======== Information given ========

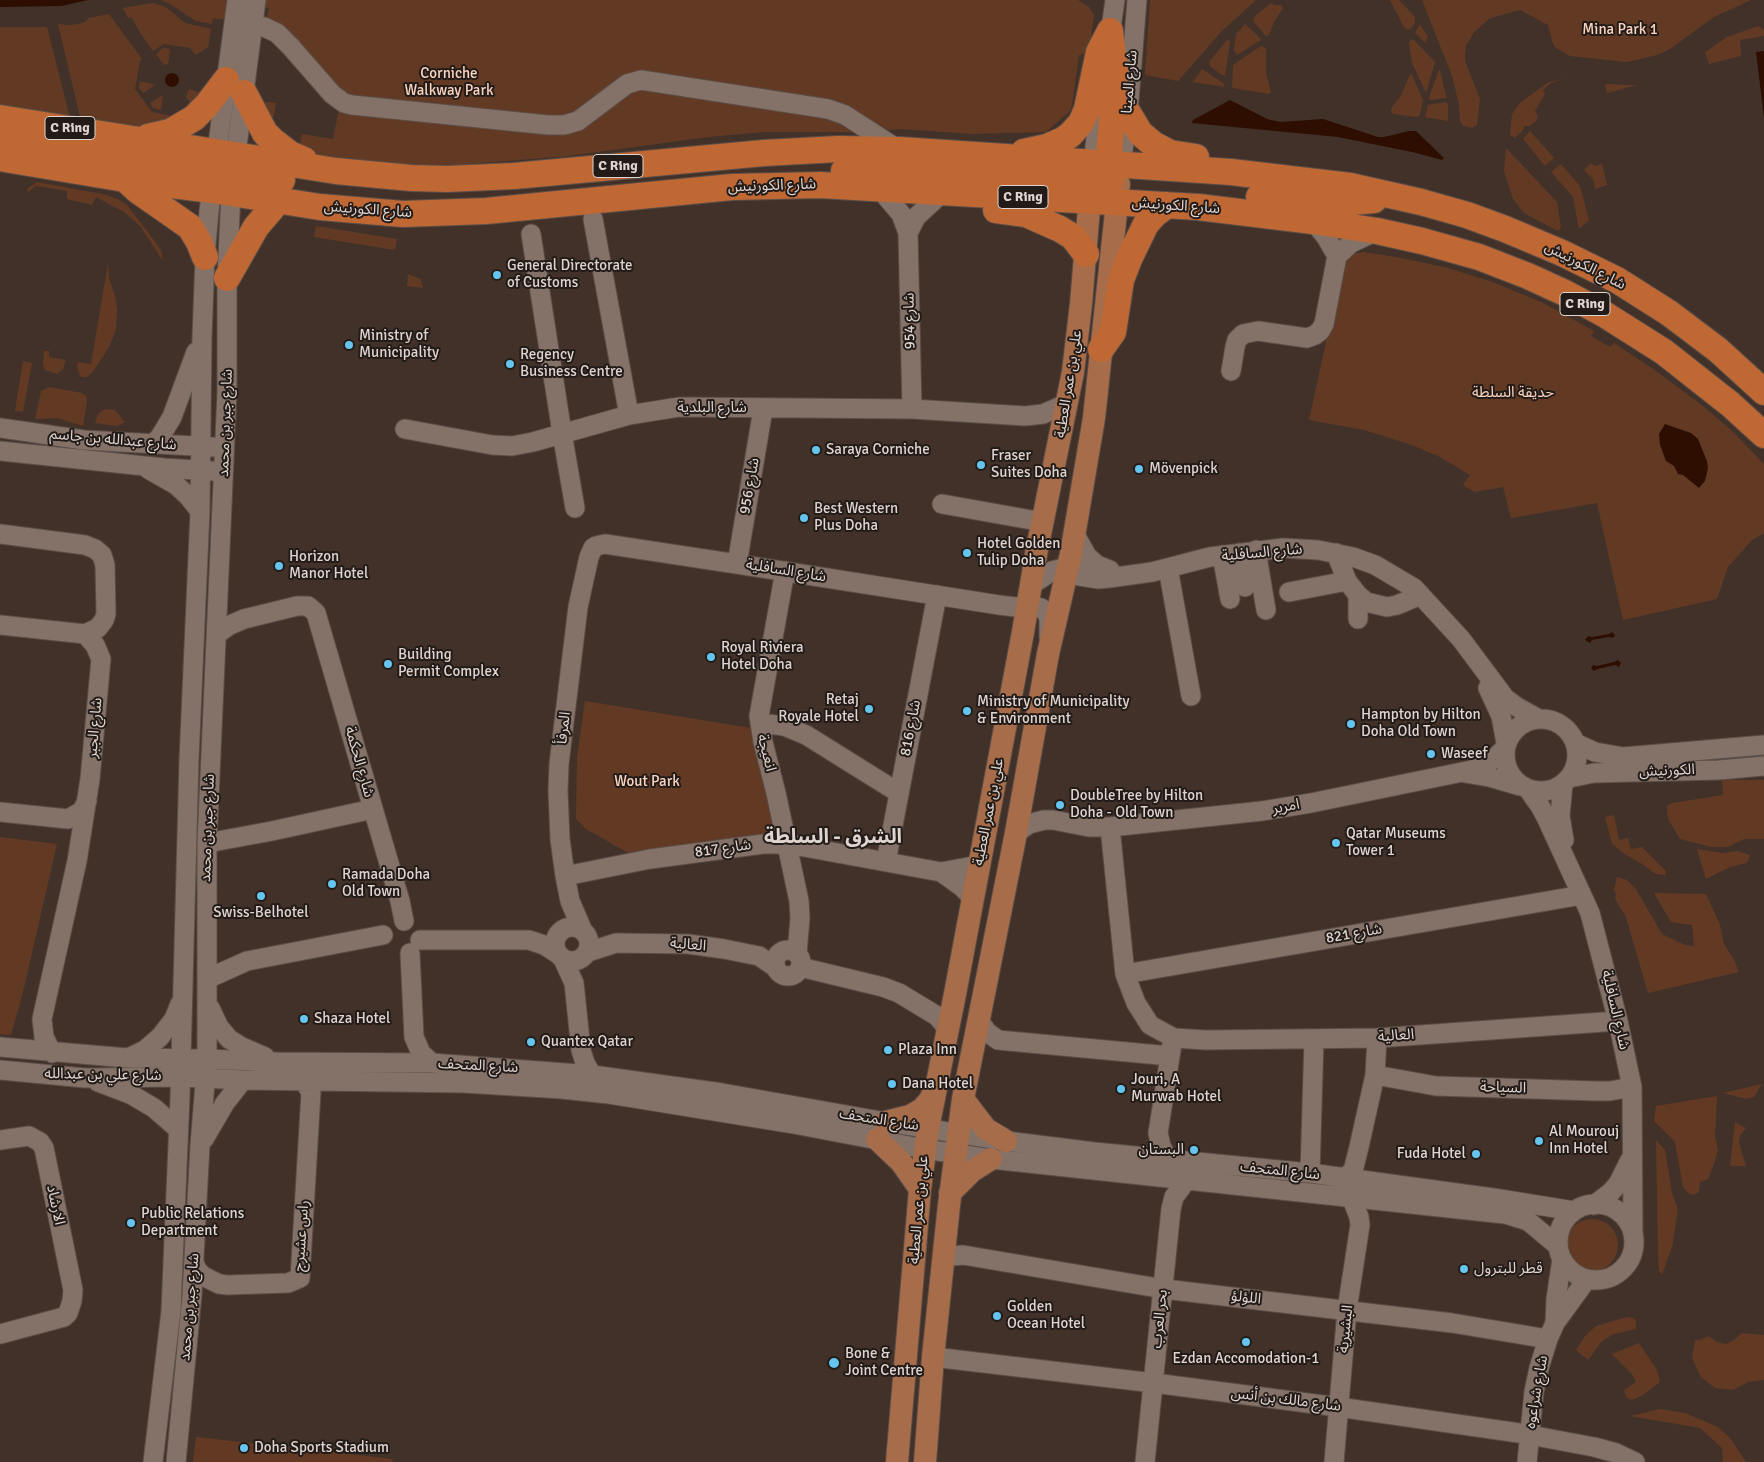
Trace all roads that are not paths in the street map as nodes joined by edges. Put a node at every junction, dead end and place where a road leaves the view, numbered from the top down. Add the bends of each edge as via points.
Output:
1 (237, 0) edge
2 (256, 0) edge
3 (1137, 0) edge
4 (1111, 11) edge
5 (244, 22) junction
6 (235, 86) junction
7 (1128, 113) junction
8 (0, 118) edge
9 (0, 137) edge
10 (140, 139) junction
11 (900, 150) junction
12 (1002, 157) junction
13 (0, 158) edge
14 (663, 162) junction
15 (336, 171) junction
16 (1231, 172) junction
17 (224, 173) junction
18 (125, 179) junction
19 (1107, 181) junction
20 (732, 187) junction
21 (878, 188) junction
22 (948, 193) junction
23 (1395, 196) junction
24 (279, 200) junction
25 (1167, 205) junction
26 (592, 219) dead end
27 (1313, 221) junction
28 (1377, 231) junction
29 (908, 233) junction
30 (531, 234) dead end
31 (1086, 254) junction
32 (1337, 256) junction
33 (205, 257) junction
34 (227, 278) junction
35 (202, 337) junction
36 (1101, 349) junction
37 (1231, 371) dead end
38 (1073, 372) junction
39 (1764, 392) edge
40 (1066, 404) junction
41 (763, 409) junction
42 (912, 409) junction
43 (629, 415) junction
44 (1025, 416) junction
45 (0, 428) edge
46 (405, 429) dead end
47 (562, 433) junction
48 (1764, 435) edge
49 (1059, 442) junction
50 (152, 445) junction
51 (200, 446) junction
52 (225, 448) junction
53 (0, 451) edge
54 (138, 465) junction
55 (200, 470) junction
56 (224, 472) junction
57 (942, 504) dead end
58 (576, 508) dead end
59 (200, 511) junction
60 (1043, 522) junction
61 (1074, 533) junction
62 (0, 534) edge
63 (1239, 553) junction
64 (1336, 553) junction
65 (588, 557) joint
66 (737, 564) junction
67 (1168, 568) junction
68 (1065, 570) junction
69 (785, 571) junction
70 (1110, 574) junction
71 (1245, 587) dead end
72 (1352, 588) junction
73 (1288, 592) dead end
74 (1421, 594) junction
75 (937, 595) junction
76 (1029, 595) junction
77 (1062, 597) junction
78 (1230, 599) dead end
79 (218, 602) junction
80 (988, 604) junction
81 (1266, 610) dead end
82 (1358, 618) dead end
83 (244, 619) junction
84 (0, 625) edge
85 (1023, 632) junction
86 (86, 634) junction
87 (217, 634) junction
88 (1470, 650) junction
89 (1048, 654) junction
90 (1191, 696) dead end
91 (1539, 719) junction
92 (760, 722) junction
93 (1575, 743) junction
94 (1764, 745) edge
95 (1506, 746) junction
96 (1764, 766) edge
97 (1459, 772) junction
98 (995, 778) junction
99 (1566, 781) junction
100 (1524, 787) junction
101 (899, 793) junction
102 (1023, 794) junction
103 (87, 801) junction
104 (373, 809) junction
105 (0, 812) edge
106 (68, 819) junction
107 (1053, 820) junction
108 (1110, 827) junction
109 (1016, 833) junction
110 (80, 841) junction
111 (207, 843) junction
112 (788, 844) junction
113 (886, 862) junction
114 (979, 865) junction
115 (1569, 868) junction
116 (941, 872) junction
117 (565, 876) junction
118 (1582, 894) junction
119 (973, 898) junction
120 (404, 921) junction
121 (383, 935) junction
122 (578, 938) junction
123 (529, 940) junction
124 (415, 947) junction
125 (207, 949) junction
126 (560, 956) junction
127 (787, 959) junction
128 (247, 961) junction
129 (1126, 974) junction
130 (207, 979) junction
131 (574, 983) junction
132 (955, 994) junction
133 (182, 998) junction
134 (207, 1002) junction
135 (915, 1003) junction
136 (42, 1018) junction
137 (979, 1020) junction
138 (1618, 1021) junction
139 (413, 1029) junction
140 (948, 1029) junction
141 (1377, 1038) junction
142 (1314, 1039) junction
143 (1172, 1047) junction
144 (0, 1048) edge
145 (20, 1049) junction
146 (581, 1050) junction
147 (52, 1053) junction
148 (127, 1058) junction
149 (207, 1059) junction
150 (277, 1062) junction
151 (395, 1063) junction
152 (432, 1063) junction
153 (180, 1068) junction
154 (0, 1070) edge
155 (568, 1073) junction
156 (592, 1075) junction
157 (1375, 1075) junction
158 (85, 1078) junction
159 (206, 1078) junction
160 (243, 1080) junction
161 (301, 1080) junction
162 (936, 1085) junction
163 (1632, 1087) junction
164 (963, 1099) junction
165 (178, 1129) junction
166 (882, 1131) junction
167 (0, 1140) edge
168 (941, 1141) junction
169 (1006, 1141) junction
170 (200, 1146) junction
171 (1631, 1157) junction
172 (1168, 1158) junction
173 (991, 1159) junction
174 (1310, 1174) junction
175 (1344, 1178) junction
176 (1186, 1181) junction
177 (920, 1189) junction
178 (950, 1193) junction
179 (1352, 1199) junction
180 (1594, 1204) junction
181 (1574, 1212) junction
182 (1633, 1232) junction
183 (1560, 1252) junction
184 (944, 1258) junction
185 (194, 1262) junction
186 (1587, 1279) junction
187 (1164, 1288) junction
188 (1347, 1310) junction
189 (1551, 1331) junction
190 (0, 1334) edge
191 (933, 1357) junction
192 (1154, 1383) junction
193 (930, 1394) junction
194 (1338, 1407) junction
195 (1530, 1435) junction
196 (153, 1462) edge
197 (176, 1462) edge
198 (897, 1462) edge
199 (924, 1462) edge
200 (1145, 1462) edge
201 (1334, 1462) edge
202 (1527, 1462) edge
203 (1636, 1462) edge

1 - 5 street
2 - 5 street
3 - 7 street, شارع المينا
4 - 12 highway via 1087,109 1076,130 1055,144
4 - 19 highway via 1115,72
5 - 6 street
5 - 11 street, شارع الكورنيش via 277,33 332,94 352,105 564,125 578,121 627,84 641,80 828,109 845,115
6 - 10 highway via 170,132
6 - 15 highway via 265,133 276,144 290,154
6 - 17 street
7 - 16 highway via 1140,133 1158,147 1176,155 1208,160
7 - 19 street, شارع المينا
8 - 10 highway, شارع الكورنيش / C Ring
9 - 17 highway
10 - 17 highway, شارع الكورنيش / C Ring
11 - 12 highway, شارع الكورنيش / C Ring
11 - 14 highway, شارع الكورنيش / C Ring via 804,151
12 - 19 highway, شارع الكورنيش / C Ring
13 - 18 highway, شارع الكورنيش / C Ring
14 - 15 highway, شارع الكورنيش / C Ring via 447,179
14 - 17 highway via 620,178 472,194 383,192
15 - 17 highway, شارع الكورنيش / C Ring
16 - 19 highway, شارع الكورنيش / C Ring
16 - 23 highway, شارع الكورنيش / C Ring via 1322,182
17 - 18 highway, شارع الكورنيش / C Ring
17 - 24 highway, شارع الكورنيش / C Ring
17 - 33 street, شارع جبر بن محمد
17 - 34 street, شارع جبر بن محمد
18 - 33 highway via 190,227
19 - 20 highway via 866,170 807,174
19 - 22 highway, شارع الكورنيش / C Ring
19 - 23 highway via 1333,203
19 - 25 highway, شارع الكورنيش / C Ring
19 - 31 main road, علي بن عمر العطية
19 - 36 main road, علي بن عمر العطية
20 - 21 highway, شارع الكورنيش / C Ring via 820,185
20 - 24 highway, شارع الكورنيش / C Ring via 450,213 359,211
21 - 22 highway, شارع الكورنيش / C Ring
21 - 29 street, شارع 954 via 900,214
22 - 29 street via 916,217
22 - 31 highway via 974,206 1018,212 1041,220 1073,236
23 - 39 highway, شارع الكورنيش / C Ring via 1486,221 1617,280 1718,350
24 - 34 highway via 256,227
25 - 27 highway, شارع الكورنيش / C Ring
25 - 36 highway via 1146,224 1129,259 1121,280 1113,332
26 - 43 street
27 - 28 highway, شارع الكورنيش / C Ring
27 - 32 street
28 - 32 street via 1351,243
28 - 48 highway, شارع الكورنيش / C Ring via 1480,257 1565,293 1664,352
29 - 42 street, شارع 954
30 - 47 street
31 - 38 main road, علي بن عمر العطية
32 - 37 street via 1320,331 1307,338 1258,331 1243,334 1237,340
33 - 35 street, شارع جبر بن محمد
34 - 52 street, شارع جبر بن محمد
35 - 50 street via 172,417
35 - 51 street, شارع جبر بن محمد
36 - 61 main road, علي بن عمر العطية via 1094,418
38 - 40 main road, علي بن عمر العطية
38 - 68 main road via 1078,392 1077,413 1052,551
40 - 44 street, شارع البلدية via 1043,414
40 - 49 main road, علي بن عمر العطية
41 - 42 street, شارع البلدية
41 - 43 street, شارع البلدية via 679,407
41 - 66 street, شارع 956
42 - 44 street, شارع البلدية
43 - 47 street, شارع البلدية
44 - 49 street, شارع البلدية via 1048,429
45 - 50 street, شارع عبدالله بن جاسم via 84,440
46 - 47 street, شارع البلدية via 501,446 523,445
47 - 58 street
49 - 60 main road, علي بن عمر العطية
50 - 51 street, شارع عبدالله بن جاسم
51 - 52 street, شارع عبدالله بن جاسم
51 - 55 street, شارع جبر بن محمد
52 - 56 street, شارع جبر بن محمد
53 - 54 street, شارع عبدالله بن جاسم
54 - 55 street, شارع عبدالله بن جاسم
54 - 59 street via 176,485
55 - 56 street, شارع عبدالله بن جاسم
55 - 59 street, شارع جبر بن محمد
56 - 79 street, شارع جبر بن محمد
57 - 60 street
59 - 133 street, شارع جبر بن محمد via 188,760
60 - 76 main road, علي بن عمر العطية
61 - 68 main road, علي بن عمر العطية
61 - 70 street via 1087,556
62 - 86 street via 93,547 98,551 105,565 106,614 98,628
63 - 64 street, شارع السافلية via 1300,548
63 - 67 street, شارع السافلية
63 - 71 street
63 - 78 street
63 - 81 street
64 - 72 street
64 - 74 street, شارع السافلية via 1375,565
65 - 66 street, شارع السافلية via 593,548 605,544
65 - 117 street, المرفأ via 578,607 559,764 559,816
66 - 69 street, شارع السافلية
67 - 70 street, شارع السافلية via 1144,573
67 - 90 street
68 - 70 street, شارع السافلية
68 - 76 street via 1045,575
68 - 77 main road, علي بن عمر العطية
69 - 75 street, شارع السافلية
69 - 92 street, انعيجة
70 - 77 street
72 - 73 street
72 - 74 street via 1366,602 1387,606
72 - 82 street
74 - 88 street, شارع السافلية
75 - 80 street, شارع السافلية
75 - 101 street, شارع 816
76 - 80 street, شارع السافلية via 1016,607
76 - 85 main road, علي بن عمر العطية
76 - 89 street, شارع السافلية via 1049,618
77 - 89 main road, علي بن عمر العطية
79 - 83 street
79 - 87 street, شارع جبر بن محمد
80 - 85 street, شارع السافلية via 1014,619
83 - 87 street
83 - 104 street, شارع الحكمة via 297,606 313,609
84 - 86 street
85 - 98 main road, علي بن عمر العطية
86 - 103 street, شارع الجبر via 101,659
87 - 111 street, شارع جبر بن محمد
88 - 91 street, شارع السافلية via 1505,698
88 - 95 street, شارع السافلية via 1501,716
89 - 102 main road, علي بن عمر العطية
91 - 93 street via 1558,723
91 - 95 street via 1525,722 1517,728
92 - 101 street via 806,735
92 - 112 street, انعيجة
93 - 94 street, الكورنيش via 1595,752 1623,757
93 - 99 street via 1577,757 1573,772
95 - 97 street, امرير via 1484,765
95 - 100 street via 1508,771
96 - 99 street, الكورنيش via 1594,773
97 - 100 street, امرير
97 - 108 street, امرير via 1262,811
98 - 114 main road, علي بن عمر العطية
98 - 168 main road via 1000,807 993,874
99 - 100 street via 1546,791
99 - 115 street, شارع السافلية via 1560,816
100 - 115 street, شارع السافلية via 1540,806
101 - 113 street, شارع 816
102 - 107 street, امرير via 1036,810
102 - 109 main road, علي بن عمر العطية
103 - 106 street via 78,814
103 - 110 street, شارع الجبر
104 - 111 street
104 - 120 street, شارع الحكمة
105 - 106 street
106 - 110 street
107 - 108 street, امرير via 1089,827
107 - 109 street, امرير via 1034,822
108 - 129 street
109 - 137 main road, علي بن عمر العطية
110 - 136 street, شارع الجبر
111 - 125 street, شارع جبر بن محمد
112 - 113 street, شارع 817
112 - 117 street, شارع 817 via 763,844 659,858
112 - 127 street, انعيجة via 800,901 800,918 798,934
113 - 116 street, شارع 817
114 - 116 street, شارع 817
114 - 119 main road, علي بن عمر العطية
115 - 118 street, شارع السافلية
116 - 119 street, شارع 817
117 - 122 street, المرفأ
118 - 129 street, شارع 821
118 - 138 street, شارع السافلية via 1594,925
119 - 132 main road, علي بن عمر العطية
120 - 121 street via 388,922
120 - 124 street via 414,928
121 - 124 street via 402,950
121 - 128 street
122 - 123 street
122 - 126 street via 574,961
122 - 126 street via 557,934 555,948
122 - 127 street, العالية via 616,943 688,944
122 - 131 street, المرفأ
123 - 124 street
123 - 126 street
124 - 139 street
125 - 128 street
125 - 130 street, شارع جبر بن محمد
126 - 131 street, المرفأ
127 - 135 street, العالية via 883,987
128 - 130 street
129 - 143 street via 1136,1003 1150,1025
130 - 134 street, شارع جبر بن محمد
131 - 146 street, المرفأ
132 - 135 street via 933,1002
132 - 140 main road, علي بن عمر العطية
133 - 148 street via 174,1019 160,1037 145,1050
133 - 153 street, شارع جبر بن محمد
134 - 149 street, شارع جبر بن محمد
134 - 150 street via 219,1027 229,1038
135 - 140 street, العالية via 937,1016
136 - 145 street, شارع الجبر
136 - 147 street, شارع الجبر via 44,1037
137 - 143 street, العالية via 986,1032 998,1040
137 - 164 main road, علي بن عمر العطية
138 - 141 street, العالية
138 - 163 street, شارع السافلية
139 - 151 street via 409,1044
139 - 152 street via 418,1049
140 - 162 main road, علي بن عمر العطية
141 - 142 street, العالية
141 - 157 street
142 - 143 street, العالية via 1206,1040
142 - 174 street
143 - 172 street via 1158,1133
144 - 145 street, شارع علي بن عبدالله
145 - 147 street, شارع علي بن عبدالله
146 - 155 street
146 - 156 street, المرفأ
147 - 148 street, شارع علي بن عبدالله
148 - 153 street, شارع علي بن عبدالله
149 - 150 street, شارع المتحف
149 - 153 street, شارع المتحف
149 - 159 street, شارع جبر بن محمد
150 - 151 street, شارع المتحف
151 - 152 street, شارع المتحف
152 - 155 street, شارع المتحف
153 - 158 street, شارع علي بن عبدالله
153 - 159 street, شارع علي بن عبدالله
153 - 165 street, شارع جبر بن محمد
154 - 158 street, شارع علي بن عبدالله
155 - 156 street, شارع المتحف
156 - 166 street, شارع المتحف via 722,1093
157 - 163 street, السياحة via 1436,1086 1596,1091
157 - 175 street via 1355,1164
158 - 165 street via 132,1095 154,1108
159 - 160 street, شارع المتحف
159 - 170 street, شارع جبر بن محمد
160 - 161 street, شارع المتحف
160 - 170 street via 215,1118
161 - 166 street, شارع المتحف via 464,1083 562,1089
161 - 185 street, راس عشيرج via 311,1092 300,1278 288,1283 219,1284 203,1276
162 - 166 main road via 922,1109
162 - 168 main road, علي بن عمر العطية
163 - 171 street, شارع السافلية
164 - 168 main road, علي بن عمر العطية
164 - 169 main road via 986,1129
165 - 196 street, شارع جبر بن محمد via 170,1330
166 - 168 street, شارع المتحف
166 - 177 main road
167 - 190 street, الارشاد via 29,1136 44,1148 73,1290 68,1311 61,1319
168 - 169 street, شارع المتحف
168 - 173 street, شارع المتحف
168 - 177 main road, علي بن عمر العطية
168 - 178 main road, علي بن عمر العطية
168 - 193 main road via 924,1330 924,1361
169 - 172 street, شارع المتحف
170 - 185 street, شارع جبر بن محمد
171 - 180 street, شارع السافلية via 1618,1184
171 - 182 street, شارع السافلية
172 - 174 street, شارع المتحف
173 - 176 street, شارع المتحف
173 - 178 main road via 972,1171
174 - 175 street, شارع المتحف
175 - 181 street, شارع المتحف
176 - 179 street, شارع المتحف
176 - 187 street, بحر العرب via 1172,1203
177 - 198 main road, علي بن عمر العطية
178 - 184 main road, علي بن عمر العطية
179 - 183 street, شارع المتحف via 1516,1217 1528,1221
179 - 188 street, البشيرية via 1360,1225
180 - 181 street
180 - 182 street via 1618,1212
181 - 183 street via 1562,1226
182 - 186 street via 1633,1252 1624,1268 1605,1279
183 - 186 street via 1573,1271
183 - 189 street, شارع شراعوه
184 - 187 street, اللؤلؤ via 963,1255
184 - 191 main road, علي بن عمر العطية
185 - 197 street, شارع جبر بن محمد
186 - 189 street, شارع شراعوه
187 - 188 street, اللؤلؤ
187 - 192 street, بحر العرب
188 - 189 street, اللؤلؤ
188 - 194 street, البشيرية
189 - 195 street, شارع شراعوه via 1534,1392
191 - 192 street, شارع مالك بن أنس
191 - 193 main road, علي بن عمر العطية
192 - 194 street, شارع مالك بن أنس
192 - 200 street, بحر العرب
193 - 199 main road, علي بن عمر العطية
194 - 195 street, شارع مالك بن أنس
194 - 201 street, البشيرية
195 - 202 street, شارع شراعوه
195 - 203 street, شارع مالك بن أنس via 1609,1451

========

Collect every line from the records above that contains the word "انعيجة".

* **Solved exercise**:
69 - 92 street, انعيجة
92 - 112 street, انعيجة
112 - 127 street, انعيجة via 800,901 800,918 798,934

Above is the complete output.